There are two important points that are worth pointing out on this one. First, the Fed does not have to sell off the bonds. It can simply hold its bonds until maturity as those of us who are a few years ahead of mainstream economists pointed out a while back.

If the Fed were to go this route, it could reach its targets for restricting money supply expansion by raising reserve requirements. This shouldn't be that hard a concept to understand, the option appears in every intro textbook. While changing the base of reserves, rather than the money multiplier by changing the reserve requirement, is the preferred manner for the conduct of monetary policy, a set of higher reserve requirements scheduled long in advance should not be too disruptive to the banking system. We did use to have much higher reserve requirements. Also, China's central bank routinely uses reserve requirement changes to conduct its monetary policy.

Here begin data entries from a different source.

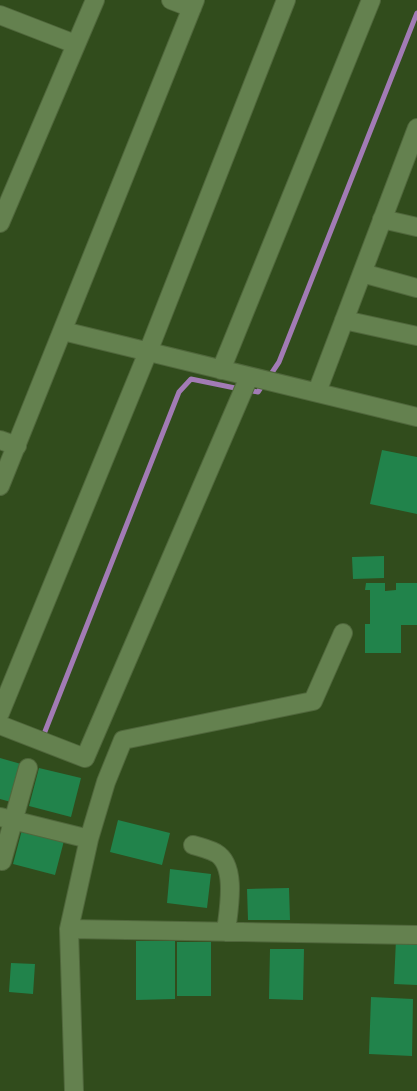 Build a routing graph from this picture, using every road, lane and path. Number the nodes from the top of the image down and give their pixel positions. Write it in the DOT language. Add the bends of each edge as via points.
graph roads {
  1 [pos="95,0"];
  2 [pos="171,0"];
  3 [pos="286,0"];
  4 [pos="371,0"];
  5 [pos="193,4"];
  6 [pos="0,15"];
  7 [pos="75,44"];
  8 [pos="417,128"];
  9 [pos="411,163"];
  10 [pos="382,219"];
  11 [pos="0,223"];
  12 [pos="417,227"];
  13 [pos="362,273"];
  14 [pos="417,288"];
  15 [pos="344,320"];
  16 [pos="63,331"];
  17 [pos="417,336"];
  18 [pos="148,352"];
  19 [pos="221,370"];
  20 [pos="249,377"];
  21 [pos="317,392"];
  22 [pos="417,417"];
  23 [pos="0,440"];
  24 [pos="17,446"];
  25 [pos="0,486"];
  26 [pos="343,633"];
  27 [pos="0,713"];
  28 [pos="0,725"];
  29 [pos="28,768"];
  30 [pos="7,818"];
  31 [pos="89,839"];
  32 [pos="193,845"];
  33 [pos="2,861"];
  34 [pos="69,929"];
  35 [pos="226,932"];
  36 [pos="417,935"];
  37 [pos="74,1091"];
  38 [pos="80,1091"];
  1 -- 7 [label="street"];
  2 -- 5 [label="street"];
  3 -- 18 [label="street"];
  4 -- 19 [label="street"];
  5 -- 16 [label="street"];
  6 -- 7 [label="street"];
  7 -- 11 [label="street"];
  8 -- 9 [label="street"];
  9 -- 10 [label="street"];
  10 -- 12 [label="street"];
  10 -- 13 [label="street"];
  13 -- 14 [label="street"];
  13 -- 15 [label="street"];
  15 -- 17 [label="street"];
  15 -- 21 [label="street"];
  16 -- 18 [label="street"];
  16 -- 24 [label="street"];
  18 -- 19 [label="street"];
  18 -- 27 [label="street"];
  19 -- 20 [label="street"];
  20 -- 21 [label="street"];
  20 -- 28 [label="street" via="85,758"];
  21 -- 22 [label="street"];
  23 -- 24 [label="street"];
  24 -- 25 [label="street"];
  26 -- 31 [label="street" via="313,701 123,740 106,782"];
  29 -- 30 [label="street"];
  30 -- 31 [label="street"];
  30 -- 33 [label="street"];
  31 -- 34 [label="street"];
  32 -- 35 [label="street" via="218,854 228,867 231,886"];
  34 -- 35 [label="street"];
  34 -- 37 [label="street"];
  35 -- 36 [label="street"];
  37 -- 38 [label="street"];
} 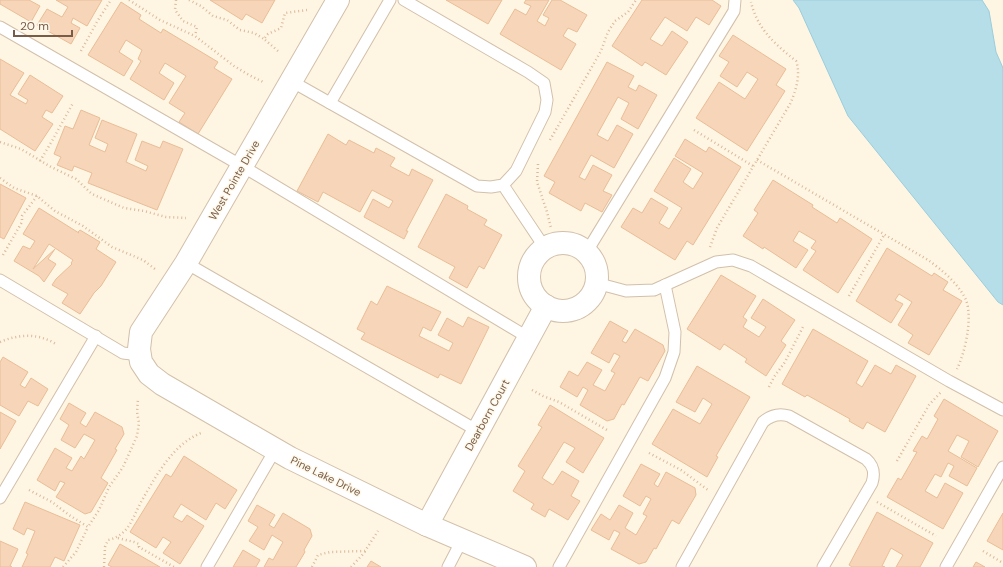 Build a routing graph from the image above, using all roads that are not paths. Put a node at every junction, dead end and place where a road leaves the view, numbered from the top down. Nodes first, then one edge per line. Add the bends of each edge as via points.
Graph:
1 (338, 0) edge
2 (390, 0) edge
3 (404, 0) edge
4 (735, 0) edge
5 (0, 27) edge
6 (291, 81) junction
7 (330, 103) junction
8 (242, 166) junction
9 (502, 186) junction
10 (549, 239) junction
11 (586, 253) junction
12 (186, 263) junction
13 (0, 280) edge
14 (596, 283) junction
15 (665, 285) junction
16 (546, 306) junction
17 (96, 336) junction
18 (529, 338) junction
19 (141, 359) junction
20 (1003, 410) edge
21 (478, 431) junction
22 (275, 450) junction
23 (1003, 467) edge
24 (0, 498) edge
25 (427, 525) junction
26 (462, 540) junction
27 (207, 567) edge
28 (448, 567) edge
29 (525, 567) edge
30 (559, 567) edge
31 (682, 567) edge
32 (823, 567) edge
33 (946, 567) edge

1 - 6 street, West Pointe Drive
2 - 7 lane
3 - 9 lane via 528,72 544,84 547,100 545,112 516,171
4 - 11 lane via 734,11
5 - 8 lane
6 - 7 lane
6 - 8 street, West Pointe Drive
7 - 9 lane via 477,186
8 - 12 street, West Pointe Drive
8 - 18 lane
9 - 10 lane
10 - 11 street via 554,244 574,245
10 - 16 street via 532,263 529,272 533,292
11 - 14 street via 594,264
12 - 19 street, West Pointe Drive via 141,332
12 - 21 lane
13 - 17 lane
14 - 15 lane via 626,291 654,290
14 - 16 street via 593,293 577,307 557,310
15 - 20 lane via 716,262 733,260 751,266
15 - 30 lane via 675,332 674,352 665,378
16 - 18 street, Dearborn Court
17 - 19 lane via 123,353
17 - 24 lane
18 - 21 street, Dearborn Court
19 - 22 street, Pine Lake Drive via 149,374 162,384
21 - 25 street, Dearborn Court
22 - 25 street, Pine Lake Drive
22 - 27 lane
23 - 33 lane
25 - 26 street, Pine Lake Drive
26 - 28 lane
26 - 29 street, Pine Lake Drive
31 - 32 lane via 763,422 768,417 782,414 866,459 873,467 872,483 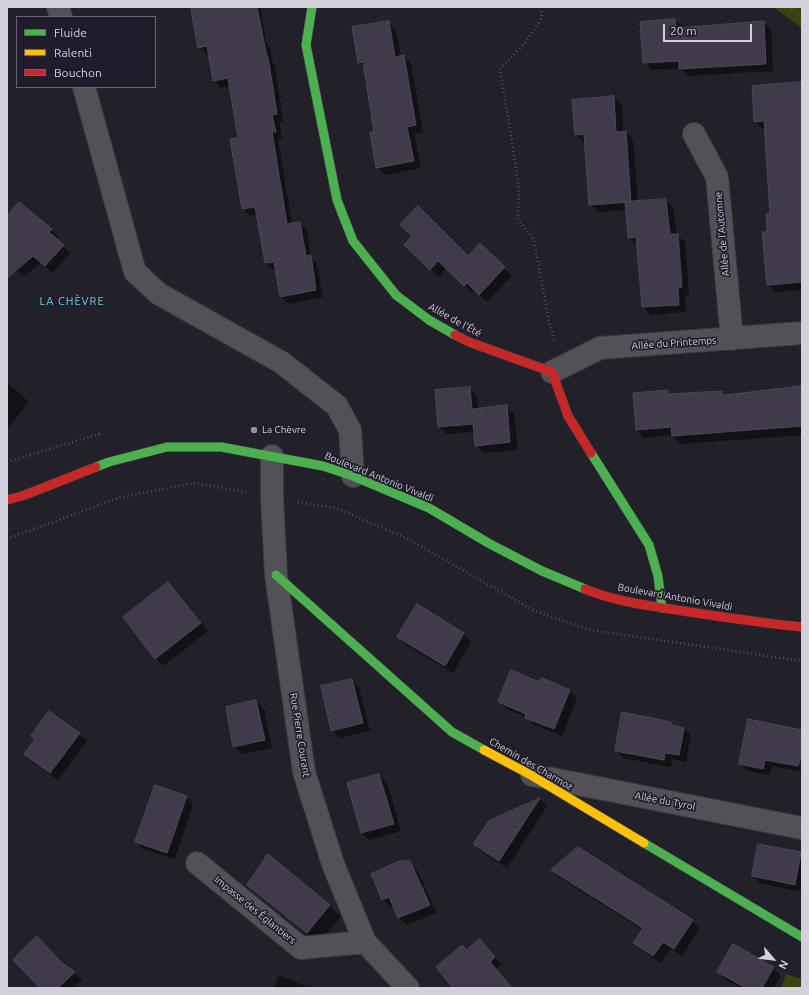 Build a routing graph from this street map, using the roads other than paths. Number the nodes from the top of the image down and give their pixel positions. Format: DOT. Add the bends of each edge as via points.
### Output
graph roads {
  1 [pos="312,7"];
  2 [pos="84,88"];
  3 [pos="694,134"];
  4 [pos="802,333"];
  5 [pos="732,339"];
  6 [pos="557,370"];
  7 [pos="272,456"];
  8 [pos="353,476"];
  9 [pos="7,500"];
  10 [pos="276,575"];
  11 [pos="662,608"];
  12 [pos="802,627"];
  13 [pos="529,774"];
  14 [pos="802,828"];
  15 [pos="197,863"];
  16 [pos="802,937"];
  17 [pos="365,942"];
  18 [pos="408,988"];
  1 -- 6 [label="street, Allée de l'Été" via="306,45 337,200 353,241 396,294 429,320 469,342"];
  2 -- 8 [label="street" via="135,272 159,294 281,362 337,406 350,430"];
  3 -- 5 [label="street, Allée de l'Automne" via="717,177"];
  4 -- 5 [label="street, Allée du Printemps"];
  5 -- 6 [label="street, Allée du Printemps" via="600,348"];
  6 -- 11 [label="street" via="568,416 649,545 658,576"];
  7 -- 8 [label="street, Boulevard Antonio Vivaldi" via="323,466"];
  7 -- 9 [label="street, Boulevard Antonio Vivaldi" via="221,447 167,447 109,462"];
  7 -- 10 [label="street, Rue Pierre Courant"];
  8 -- 11 [label="street, Boulevard Antonio Vivaldi" via="429,508 542,571 602,596"];
  10 -- 13 [label="street, Chemin des Charmoz" via="452,732"];
  10 -- 17 [label="street, Rue Pierre Courant" via="304,772 333,864"];
  11 -- 12 [label="street, Boulevard Antonio Vivaldi"];
  13 -- 14 [label="street, Allée du Tyrol"];
  13 -- 16 [label="street, Chemin des Charmoz"];
  15 -- 17 [label="street, Impasse des Églantiers" via="301,948"];
  17 -- 18 [label="street, Rue Pierre Courant"];
} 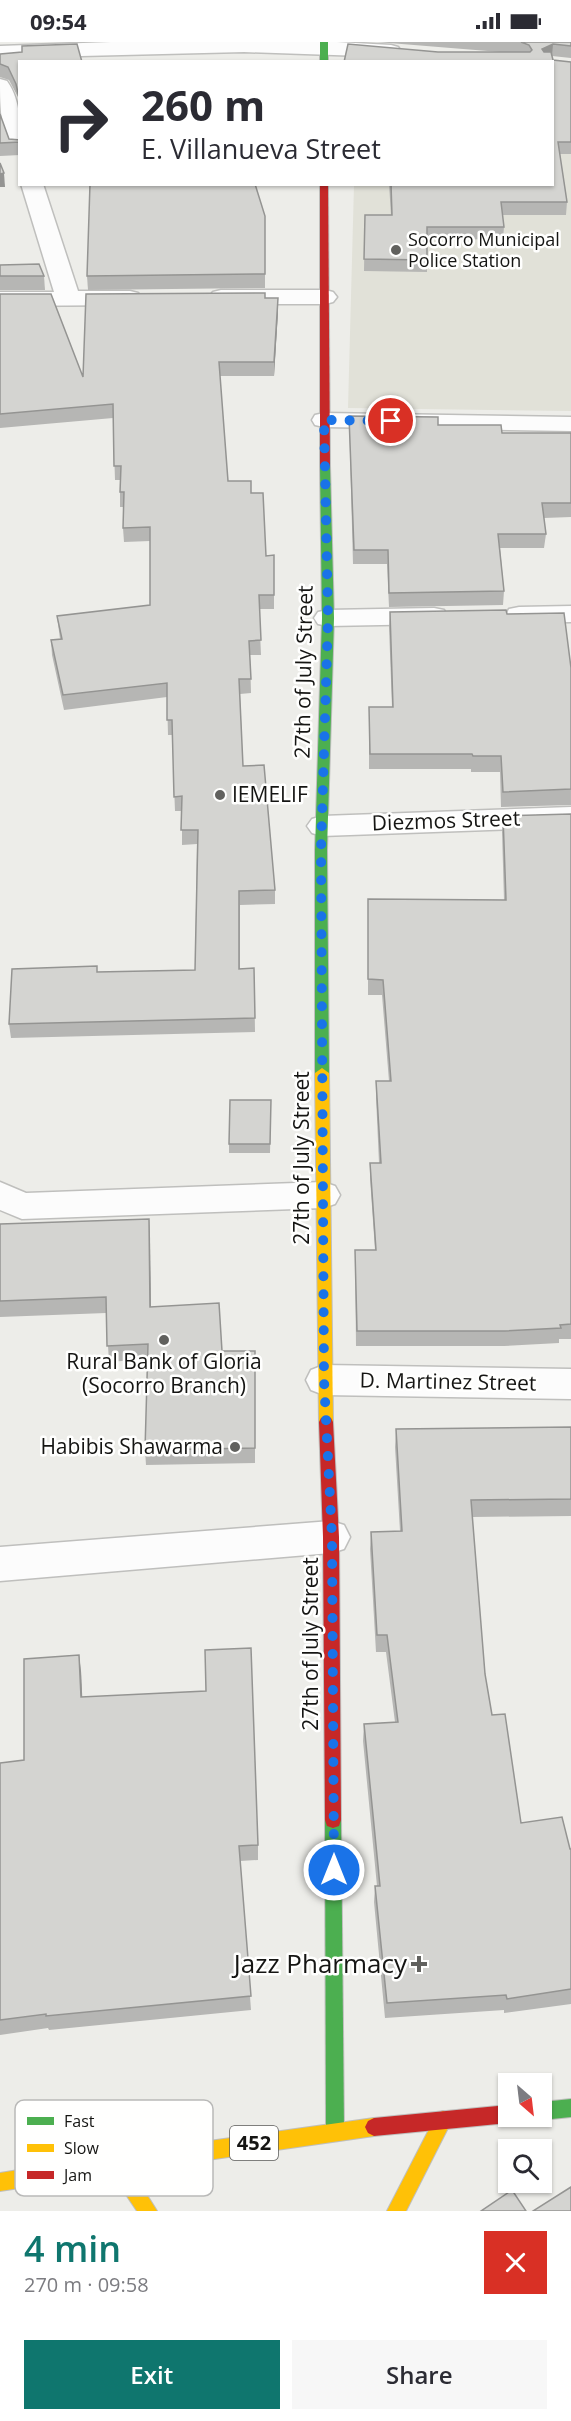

The other point that should jump out at folks is that the projected drop in bond prices, which is the reason that the Fed is projected to lose money, presents a great opportunity for the government to reduce its debt burden. The idea is that long-term bonds issued at the current low interest rates will sell at sharp discounts later in the decade, if interest rates rise as projected.

These discounted prices will give the government the opportunity to reduce its debt by hundreds of billions of dollars -- perhaps more than $1 trillion -- simply by buying these bonds back at lower prices. Such a move would be utterly pointless since it would not change the country's interest burden at all, but since we currently live in a political environment where the debt to GDP ratio is an object of worship, this would be a great way to appease that god. It sure beats big cuts to Social Security and Medicare.

There is one other point about this piece that is worth noting. It tells readers:

"The great risk is that the political blowback from those losses would endanger the Fed’s independence." 

While the Fed deserves points for trying to boost the economy in the wake of the downturn it is hard to argue that the country has been well-served by an independent Fed. Greenspan at least looked the other way as the housing bubble grew to ever more dangerous proportions. Arguably, he even sought to fuel its growth as a way to recover from the collapse of the stock bubble.

The result has been incredibly disastrous with millions of lives being ruined by unemployment and the country likely to lose more than $7 trillion in output from the downturn. Could we really have done worse with a Fed that was more responsive to Congress? Perhaps, but it doesn't seem like we have much to lose here.


Note -- slight edits were made to an earlier verison.